Re: [PATCH 2/2] ethdev: fix race condition in fast-path ops setup

Konstantin Ananyev Sun, 26 Feb 2023 09:22:27 -0800

If ethdev enqueue or dequeue function is called during
eth_dev_fp_ops_setup(), it may get pre-empted after setting the
function pointers, but before setting the pointer to port data.
In this case the newly registered enqueue/dequeue function will
use dummy port data and end up in seg fault.

This patch moves the updation of each data pointers before
updating corresponding function pointers.

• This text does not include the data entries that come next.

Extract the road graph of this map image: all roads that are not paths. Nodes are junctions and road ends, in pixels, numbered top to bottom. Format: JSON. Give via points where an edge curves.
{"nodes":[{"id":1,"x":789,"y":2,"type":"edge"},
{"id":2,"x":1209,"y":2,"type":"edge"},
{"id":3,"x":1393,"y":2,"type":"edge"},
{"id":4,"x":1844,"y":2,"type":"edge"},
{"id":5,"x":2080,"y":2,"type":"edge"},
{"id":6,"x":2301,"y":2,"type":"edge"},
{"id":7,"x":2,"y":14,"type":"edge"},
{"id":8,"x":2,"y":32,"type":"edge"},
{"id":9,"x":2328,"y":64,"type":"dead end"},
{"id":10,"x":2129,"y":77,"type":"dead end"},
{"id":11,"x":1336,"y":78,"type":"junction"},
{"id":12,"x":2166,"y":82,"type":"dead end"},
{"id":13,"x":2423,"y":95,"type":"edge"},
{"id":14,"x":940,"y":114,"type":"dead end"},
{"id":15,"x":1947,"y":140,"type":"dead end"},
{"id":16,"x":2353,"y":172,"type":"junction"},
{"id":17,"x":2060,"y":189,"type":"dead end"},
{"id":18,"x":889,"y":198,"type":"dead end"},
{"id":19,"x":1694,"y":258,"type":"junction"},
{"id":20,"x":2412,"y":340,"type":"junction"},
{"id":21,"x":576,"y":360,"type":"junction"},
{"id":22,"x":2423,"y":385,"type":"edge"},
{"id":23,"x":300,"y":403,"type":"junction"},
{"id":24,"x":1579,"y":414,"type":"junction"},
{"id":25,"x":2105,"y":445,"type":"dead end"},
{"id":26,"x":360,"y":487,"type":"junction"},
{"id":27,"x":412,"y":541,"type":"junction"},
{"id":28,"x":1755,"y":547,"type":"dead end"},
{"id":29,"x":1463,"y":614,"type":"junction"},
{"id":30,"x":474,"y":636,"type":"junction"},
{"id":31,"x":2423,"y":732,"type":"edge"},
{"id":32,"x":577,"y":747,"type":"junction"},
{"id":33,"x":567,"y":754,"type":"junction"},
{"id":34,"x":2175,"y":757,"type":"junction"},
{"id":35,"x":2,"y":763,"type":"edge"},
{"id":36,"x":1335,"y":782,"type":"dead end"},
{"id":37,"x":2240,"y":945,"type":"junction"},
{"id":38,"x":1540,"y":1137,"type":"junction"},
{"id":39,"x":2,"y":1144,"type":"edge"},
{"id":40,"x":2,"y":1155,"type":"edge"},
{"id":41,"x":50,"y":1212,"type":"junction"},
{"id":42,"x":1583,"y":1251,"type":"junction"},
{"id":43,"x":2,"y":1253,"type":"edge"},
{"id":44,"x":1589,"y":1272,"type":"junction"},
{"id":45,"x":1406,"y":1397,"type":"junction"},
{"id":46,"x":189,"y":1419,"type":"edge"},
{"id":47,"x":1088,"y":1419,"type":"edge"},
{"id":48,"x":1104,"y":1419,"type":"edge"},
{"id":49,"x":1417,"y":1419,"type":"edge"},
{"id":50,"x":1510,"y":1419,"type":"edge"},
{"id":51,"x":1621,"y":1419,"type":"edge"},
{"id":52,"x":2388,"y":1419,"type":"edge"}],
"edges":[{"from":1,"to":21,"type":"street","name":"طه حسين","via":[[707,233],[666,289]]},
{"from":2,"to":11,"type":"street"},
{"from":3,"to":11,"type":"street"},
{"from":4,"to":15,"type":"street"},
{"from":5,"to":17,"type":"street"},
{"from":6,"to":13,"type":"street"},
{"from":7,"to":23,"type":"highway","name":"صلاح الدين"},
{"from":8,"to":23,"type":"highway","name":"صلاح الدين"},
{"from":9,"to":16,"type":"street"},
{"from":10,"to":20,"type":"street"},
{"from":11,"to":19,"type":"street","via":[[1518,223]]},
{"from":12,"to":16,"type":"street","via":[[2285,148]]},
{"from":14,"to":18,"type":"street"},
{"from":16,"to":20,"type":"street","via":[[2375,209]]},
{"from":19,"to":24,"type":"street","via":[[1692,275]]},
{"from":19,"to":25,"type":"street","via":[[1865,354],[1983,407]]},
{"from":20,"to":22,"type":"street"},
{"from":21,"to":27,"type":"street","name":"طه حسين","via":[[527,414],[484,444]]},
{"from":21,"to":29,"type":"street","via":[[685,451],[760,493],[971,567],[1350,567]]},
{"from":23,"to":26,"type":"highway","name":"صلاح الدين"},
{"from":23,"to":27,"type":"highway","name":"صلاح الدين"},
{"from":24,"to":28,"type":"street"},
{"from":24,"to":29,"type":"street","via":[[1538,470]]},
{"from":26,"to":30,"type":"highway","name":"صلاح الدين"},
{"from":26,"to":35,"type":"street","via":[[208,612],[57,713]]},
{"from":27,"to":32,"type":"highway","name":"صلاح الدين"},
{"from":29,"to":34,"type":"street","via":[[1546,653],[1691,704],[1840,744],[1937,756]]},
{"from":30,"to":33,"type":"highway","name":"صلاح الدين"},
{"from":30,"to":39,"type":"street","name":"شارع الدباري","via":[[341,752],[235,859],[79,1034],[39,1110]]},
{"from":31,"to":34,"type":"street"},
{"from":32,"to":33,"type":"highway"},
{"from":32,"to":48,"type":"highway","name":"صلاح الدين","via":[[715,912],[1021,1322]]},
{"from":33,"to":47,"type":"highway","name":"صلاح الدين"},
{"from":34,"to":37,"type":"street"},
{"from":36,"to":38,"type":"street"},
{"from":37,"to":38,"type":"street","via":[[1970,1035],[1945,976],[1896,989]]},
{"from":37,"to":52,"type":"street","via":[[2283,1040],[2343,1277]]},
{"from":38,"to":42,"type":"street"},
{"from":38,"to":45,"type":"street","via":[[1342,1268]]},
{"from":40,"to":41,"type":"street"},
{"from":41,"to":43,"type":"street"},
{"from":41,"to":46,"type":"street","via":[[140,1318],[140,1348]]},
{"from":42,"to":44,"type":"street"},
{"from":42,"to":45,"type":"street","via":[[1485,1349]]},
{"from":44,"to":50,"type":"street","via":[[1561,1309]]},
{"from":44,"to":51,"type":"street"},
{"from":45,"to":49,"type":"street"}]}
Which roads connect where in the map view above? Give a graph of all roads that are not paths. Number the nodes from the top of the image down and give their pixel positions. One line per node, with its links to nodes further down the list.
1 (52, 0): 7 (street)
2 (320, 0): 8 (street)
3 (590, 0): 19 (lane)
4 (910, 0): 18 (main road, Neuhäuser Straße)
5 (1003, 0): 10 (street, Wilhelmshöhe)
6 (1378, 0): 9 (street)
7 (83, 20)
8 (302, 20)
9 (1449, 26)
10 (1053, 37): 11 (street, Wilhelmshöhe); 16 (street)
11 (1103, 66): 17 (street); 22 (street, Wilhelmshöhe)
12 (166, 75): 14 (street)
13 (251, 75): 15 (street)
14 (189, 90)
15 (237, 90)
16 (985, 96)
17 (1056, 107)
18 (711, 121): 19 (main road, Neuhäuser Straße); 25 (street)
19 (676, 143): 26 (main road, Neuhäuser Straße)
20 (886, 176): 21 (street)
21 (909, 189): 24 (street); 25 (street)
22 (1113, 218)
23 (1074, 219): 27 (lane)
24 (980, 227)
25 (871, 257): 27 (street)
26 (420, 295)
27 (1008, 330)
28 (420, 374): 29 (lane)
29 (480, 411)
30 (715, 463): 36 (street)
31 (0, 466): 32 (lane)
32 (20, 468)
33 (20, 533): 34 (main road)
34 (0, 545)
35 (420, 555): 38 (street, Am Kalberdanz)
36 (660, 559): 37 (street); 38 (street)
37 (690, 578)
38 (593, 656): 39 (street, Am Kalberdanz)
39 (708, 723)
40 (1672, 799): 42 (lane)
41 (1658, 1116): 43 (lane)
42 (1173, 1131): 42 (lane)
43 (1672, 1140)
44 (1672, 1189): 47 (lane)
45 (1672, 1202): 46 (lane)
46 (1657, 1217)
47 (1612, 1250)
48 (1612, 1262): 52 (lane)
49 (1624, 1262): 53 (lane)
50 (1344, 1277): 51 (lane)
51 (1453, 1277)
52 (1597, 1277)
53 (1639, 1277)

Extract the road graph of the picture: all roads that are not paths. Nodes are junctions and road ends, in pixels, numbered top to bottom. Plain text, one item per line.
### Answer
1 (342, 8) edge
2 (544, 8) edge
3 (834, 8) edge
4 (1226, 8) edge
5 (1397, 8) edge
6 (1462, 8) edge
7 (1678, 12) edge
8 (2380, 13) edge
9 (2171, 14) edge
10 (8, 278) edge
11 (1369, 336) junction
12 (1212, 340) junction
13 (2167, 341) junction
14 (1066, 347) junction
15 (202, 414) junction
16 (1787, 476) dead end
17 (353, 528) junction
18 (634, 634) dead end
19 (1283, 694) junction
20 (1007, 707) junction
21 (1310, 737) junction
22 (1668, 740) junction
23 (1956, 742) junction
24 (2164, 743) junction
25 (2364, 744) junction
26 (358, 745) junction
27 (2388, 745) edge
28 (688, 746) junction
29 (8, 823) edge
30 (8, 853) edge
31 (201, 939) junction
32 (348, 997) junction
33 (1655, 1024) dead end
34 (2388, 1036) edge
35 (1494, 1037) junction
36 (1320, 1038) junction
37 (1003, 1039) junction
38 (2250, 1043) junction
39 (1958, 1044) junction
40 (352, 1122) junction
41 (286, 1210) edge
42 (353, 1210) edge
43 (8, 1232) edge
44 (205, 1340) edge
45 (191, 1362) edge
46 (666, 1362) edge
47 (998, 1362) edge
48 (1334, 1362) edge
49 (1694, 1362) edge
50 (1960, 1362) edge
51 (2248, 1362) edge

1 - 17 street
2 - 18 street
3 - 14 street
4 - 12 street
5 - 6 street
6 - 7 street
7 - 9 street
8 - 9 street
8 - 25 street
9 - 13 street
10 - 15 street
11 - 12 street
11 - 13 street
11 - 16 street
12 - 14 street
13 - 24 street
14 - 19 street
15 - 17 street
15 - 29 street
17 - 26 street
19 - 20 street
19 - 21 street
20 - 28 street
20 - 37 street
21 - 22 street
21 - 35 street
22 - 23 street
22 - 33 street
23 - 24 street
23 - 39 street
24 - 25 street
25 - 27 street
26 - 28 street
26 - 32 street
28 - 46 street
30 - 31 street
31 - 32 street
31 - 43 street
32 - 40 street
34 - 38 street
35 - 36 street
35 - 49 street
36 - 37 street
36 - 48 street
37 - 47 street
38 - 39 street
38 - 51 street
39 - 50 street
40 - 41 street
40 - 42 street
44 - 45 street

Fixes: c87d435a4d79 ("ethdev: copy fast-path API into separate
structure")
Cc: [email protected]


Why is something calling enqueue/dequeue when device is not fully

started.

A correctly written application would not call rx/tx burst until
after ethdev start had finished.


Please refer the eb0d471a894 (ethdev: add proactive error handling
mode), when driver recover itself, the application may still invoke

enqueue/dequeue API.

Right now DPDK ethdev layer *does not* provide synchronization
mechanisms between data-path and control-path functions.
That was a deliberate deisgn choice. If we want to change that rule, then I
suppose we need a community consensus for it.
I think that if the driver wants to provide some sort of error recovery
procedure, then it has to provide some synchronization mechanism inside it
between data-path and control-path functions.
Actually looking at eb0d471a894 (ethdev: add proactive error handling
mode), and following patches I wonder how it creeped in?
It seems we just introduced a loophole for race condition with this
approach...


Could you try to describe the specific scenario of loophole ?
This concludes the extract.